Dataset excerpts Start Marker
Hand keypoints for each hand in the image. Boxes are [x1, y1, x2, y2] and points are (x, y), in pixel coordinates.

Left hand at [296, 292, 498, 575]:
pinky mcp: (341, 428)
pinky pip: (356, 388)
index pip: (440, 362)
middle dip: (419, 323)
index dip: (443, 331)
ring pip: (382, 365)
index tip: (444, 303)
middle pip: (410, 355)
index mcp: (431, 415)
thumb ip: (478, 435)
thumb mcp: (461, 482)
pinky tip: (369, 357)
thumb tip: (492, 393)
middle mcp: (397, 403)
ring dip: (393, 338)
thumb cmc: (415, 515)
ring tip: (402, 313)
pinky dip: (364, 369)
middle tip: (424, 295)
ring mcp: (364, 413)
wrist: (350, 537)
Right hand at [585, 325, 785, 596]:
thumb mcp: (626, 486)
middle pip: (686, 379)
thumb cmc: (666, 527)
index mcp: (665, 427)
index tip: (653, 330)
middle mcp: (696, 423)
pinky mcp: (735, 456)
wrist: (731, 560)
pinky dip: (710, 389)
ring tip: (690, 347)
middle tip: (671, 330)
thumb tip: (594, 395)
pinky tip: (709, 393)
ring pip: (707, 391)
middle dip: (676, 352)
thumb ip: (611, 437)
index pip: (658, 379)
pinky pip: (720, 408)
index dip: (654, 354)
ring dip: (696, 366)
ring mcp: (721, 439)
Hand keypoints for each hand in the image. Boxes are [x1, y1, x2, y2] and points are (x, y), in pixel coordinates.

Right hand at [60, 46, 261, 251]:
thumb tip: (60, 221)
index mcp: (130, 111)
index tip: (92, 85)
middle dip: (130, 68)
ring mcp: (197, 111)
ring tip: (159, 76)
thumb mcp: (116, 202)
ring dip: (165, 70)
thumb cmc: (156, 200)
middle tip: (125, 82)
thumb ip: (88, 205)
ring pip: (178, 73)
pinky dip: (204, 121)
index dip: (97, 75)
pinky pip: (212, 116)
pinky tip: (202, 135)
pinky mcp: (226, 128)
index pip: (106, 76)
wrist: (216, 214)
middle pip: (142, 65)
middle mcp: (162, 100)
Dataset excerpts End Marker
Dataset excerpts Start Marker
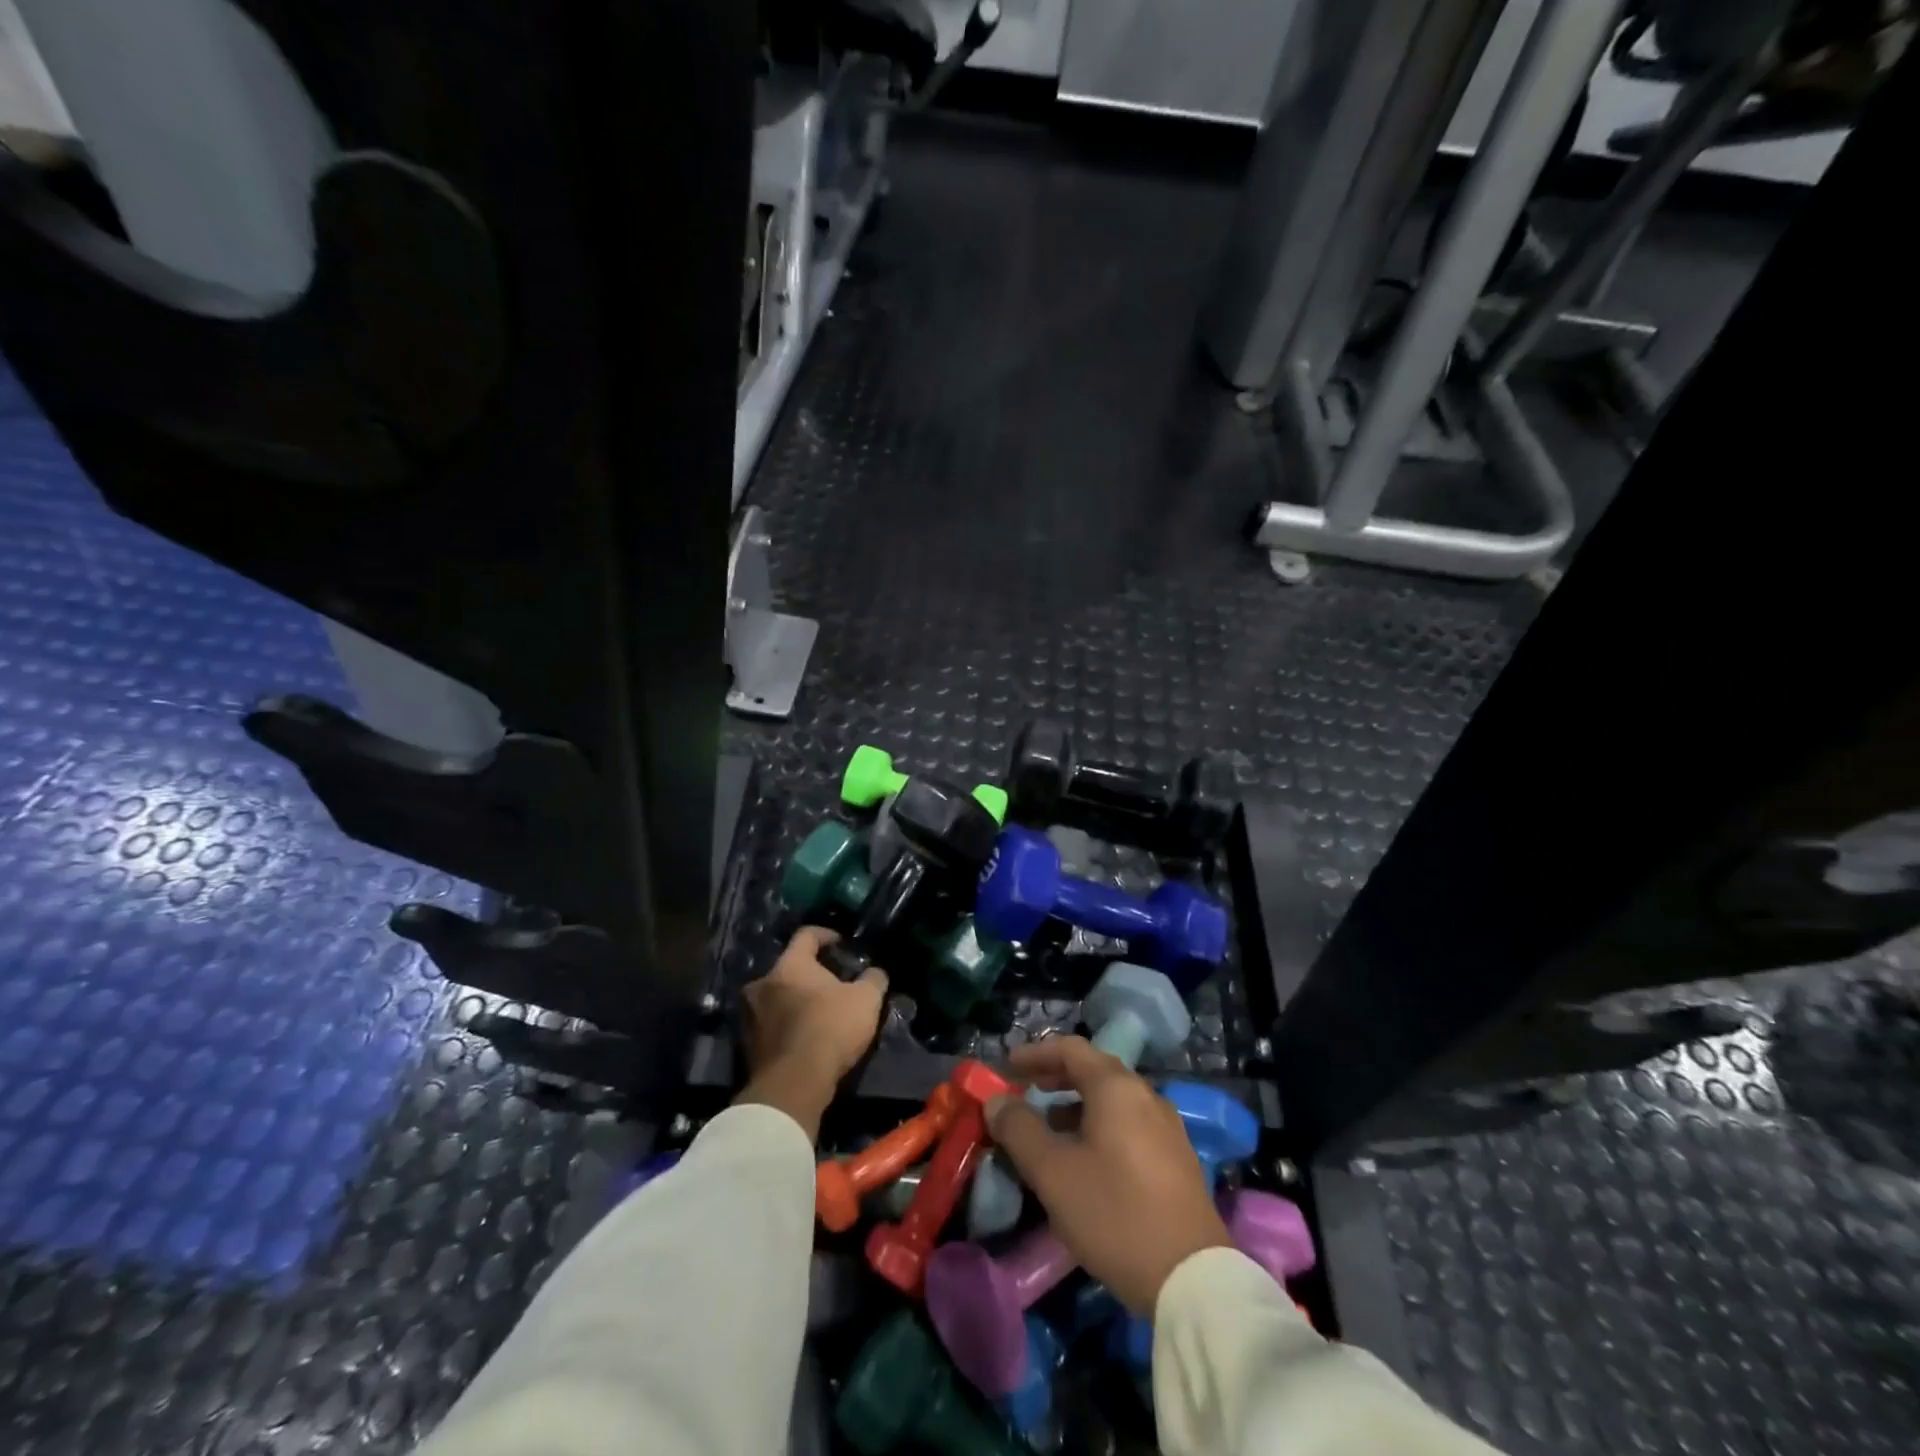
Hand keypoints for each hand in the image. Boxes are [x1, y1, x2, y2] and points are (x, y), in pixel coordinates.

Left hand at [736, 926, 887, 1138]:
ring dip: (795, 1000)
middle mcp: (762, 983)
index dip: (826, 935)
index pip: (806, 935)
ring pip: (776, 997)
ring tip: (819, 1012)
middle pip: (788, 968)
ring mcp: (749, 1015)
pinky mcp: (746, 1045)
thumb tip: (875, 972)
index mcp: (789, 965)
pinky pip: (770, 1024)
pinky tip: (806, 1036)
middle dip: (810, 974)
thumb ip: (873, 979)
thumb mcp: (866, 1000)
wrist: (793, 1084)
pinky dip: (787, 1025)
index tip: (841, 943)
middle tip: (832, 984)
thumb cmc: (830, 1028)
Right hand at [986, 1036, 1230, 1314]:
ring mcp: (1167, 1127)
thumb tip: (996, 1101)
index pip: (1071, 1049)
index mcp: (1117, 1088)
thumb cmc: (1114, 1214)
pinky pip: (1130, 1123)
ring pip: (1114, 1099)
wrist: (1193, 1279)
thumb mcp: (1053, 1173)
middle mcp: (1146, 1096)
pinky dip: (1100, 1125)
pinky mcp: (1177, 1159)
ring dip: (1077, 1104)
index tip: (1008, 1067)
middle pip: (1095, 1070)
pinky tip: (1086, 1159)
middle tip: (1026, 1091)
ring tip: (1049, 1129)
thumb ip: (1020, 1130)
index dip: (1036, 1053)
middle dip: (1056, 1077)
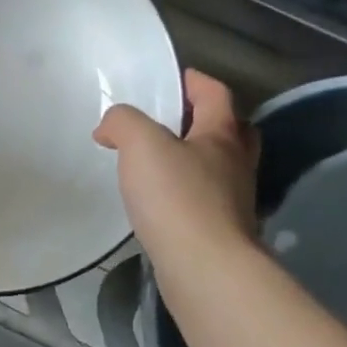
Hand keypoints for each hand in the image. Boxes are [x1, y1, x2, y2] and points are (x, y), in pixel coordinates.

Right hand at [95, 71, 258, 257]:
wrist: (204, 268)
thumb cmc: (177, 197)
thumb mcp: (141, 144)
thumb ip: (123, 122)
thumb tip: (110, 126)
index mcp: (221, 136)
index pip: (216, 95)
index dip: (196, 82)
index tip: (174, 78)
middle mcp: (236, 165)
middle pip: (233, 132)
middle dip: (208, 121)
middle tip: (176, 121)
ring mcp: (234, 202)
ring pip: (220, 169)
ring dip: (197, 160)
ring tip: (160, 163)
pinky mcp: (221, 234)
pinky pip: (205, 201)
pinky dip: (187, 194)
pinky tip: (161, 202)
Dataset excerpts End Marker
Dataset excerpts Start Marker
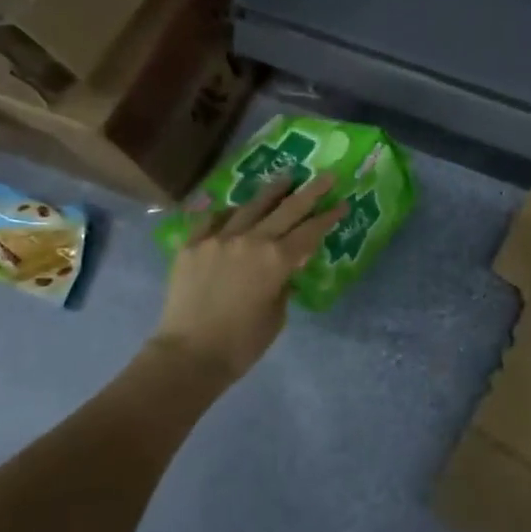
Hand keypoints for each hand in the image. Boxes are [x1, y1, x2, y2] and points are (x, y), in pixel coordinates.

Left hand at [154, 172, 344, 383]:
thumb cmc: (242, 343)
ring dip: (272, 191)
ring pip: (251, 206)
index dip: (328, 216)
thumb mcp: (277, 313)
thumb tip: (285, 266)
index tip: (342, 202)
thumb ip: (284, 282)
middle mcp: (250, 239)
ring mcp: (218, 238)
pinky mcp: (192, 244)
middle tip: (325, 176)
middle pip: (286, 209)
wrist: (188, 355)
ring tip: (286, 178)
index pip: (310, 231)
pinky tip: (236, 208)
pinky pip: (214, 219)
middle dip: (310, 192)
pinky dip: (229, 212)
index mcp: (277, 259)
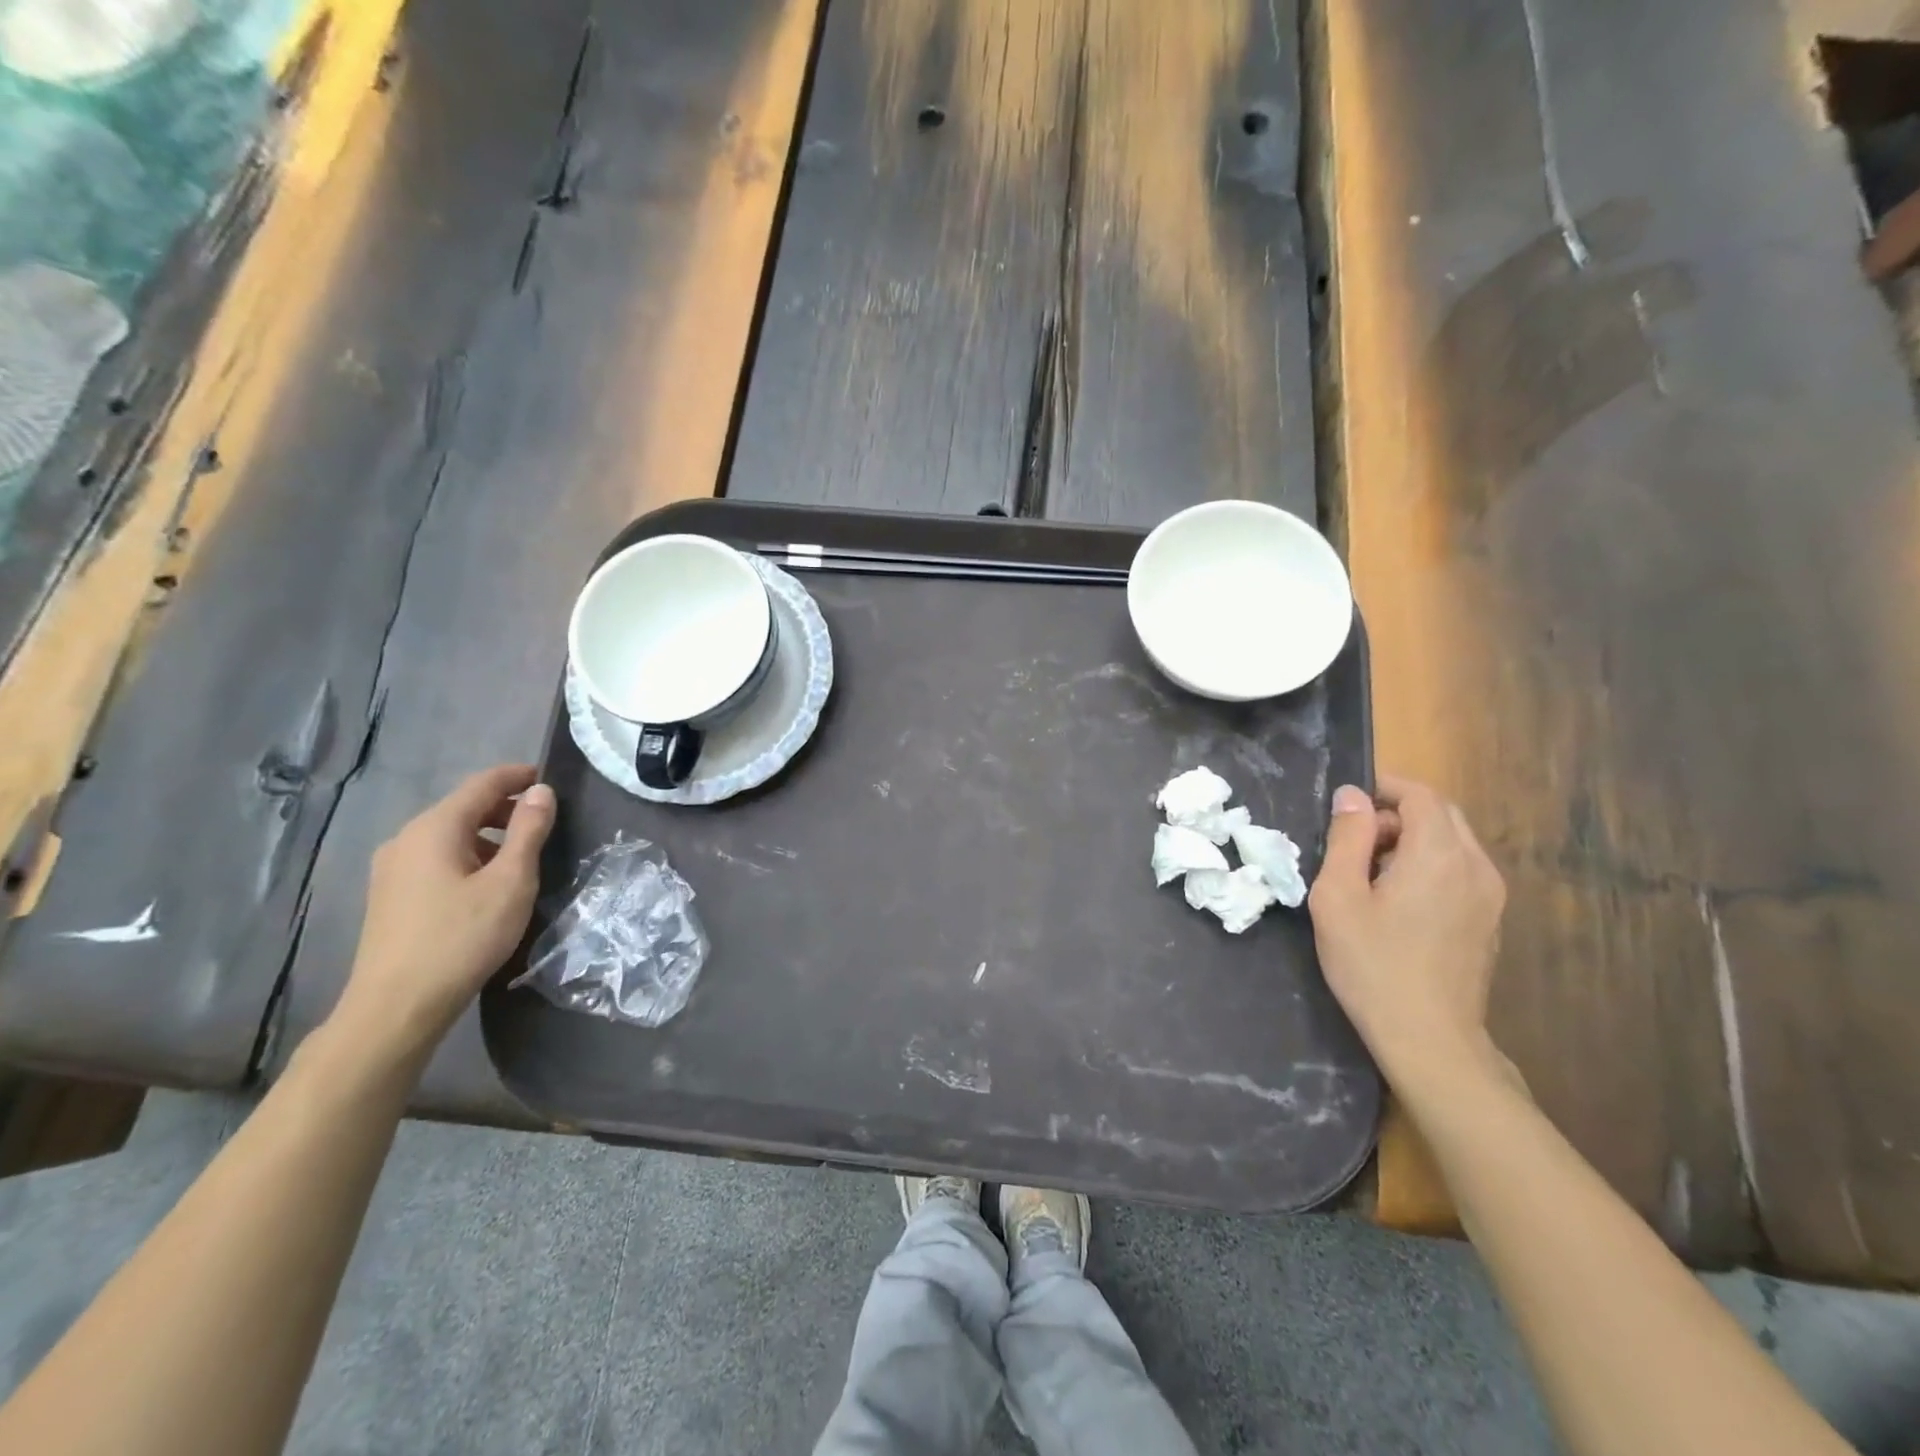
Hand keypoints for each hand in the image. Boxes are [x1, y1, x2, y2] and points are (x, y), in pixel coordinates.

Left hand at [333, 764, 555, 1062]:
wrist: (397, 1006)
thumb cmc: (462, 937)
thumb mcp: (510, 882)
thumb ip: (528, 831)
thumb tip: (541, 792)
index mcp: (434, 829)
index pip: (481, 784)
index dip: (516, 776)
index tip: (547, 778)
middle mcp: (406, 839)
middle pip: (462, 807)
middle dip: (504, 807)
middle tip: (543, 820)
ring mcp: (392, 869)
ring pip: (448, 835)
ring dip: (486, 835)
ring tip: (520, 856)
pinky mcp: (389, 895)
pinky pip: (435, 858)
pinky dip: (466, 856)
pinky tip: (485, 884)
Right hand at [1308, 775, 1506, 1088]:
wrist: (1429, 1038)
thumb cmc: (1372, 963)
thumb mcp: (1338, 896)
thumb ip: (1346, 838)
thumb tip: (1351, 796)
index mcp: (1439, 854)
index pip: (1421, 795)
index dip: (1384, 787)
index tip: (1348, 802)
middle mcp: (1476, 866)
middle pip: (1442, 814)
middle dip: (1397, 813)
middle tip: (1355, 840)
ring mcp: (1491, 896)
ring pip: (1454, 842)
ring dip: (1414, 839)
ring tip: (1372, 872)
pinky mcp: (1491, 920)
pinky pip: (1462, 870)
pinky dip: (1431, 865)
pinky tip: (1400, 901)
Dataset excerpts End Marker
_Work request_.
Above are the records; copy each line from them that includes the string "wrist".

_Your solution_.
wrist: (350, 537)
wrist: (731, 560)
wrist: (216, 214)
wrist: (793, 1084)
wrist: (1193, 1279)
wrist: (204, 268)
wrist: (188, 355)
wrist: (397, 1006)
wrist: (1429, 1038)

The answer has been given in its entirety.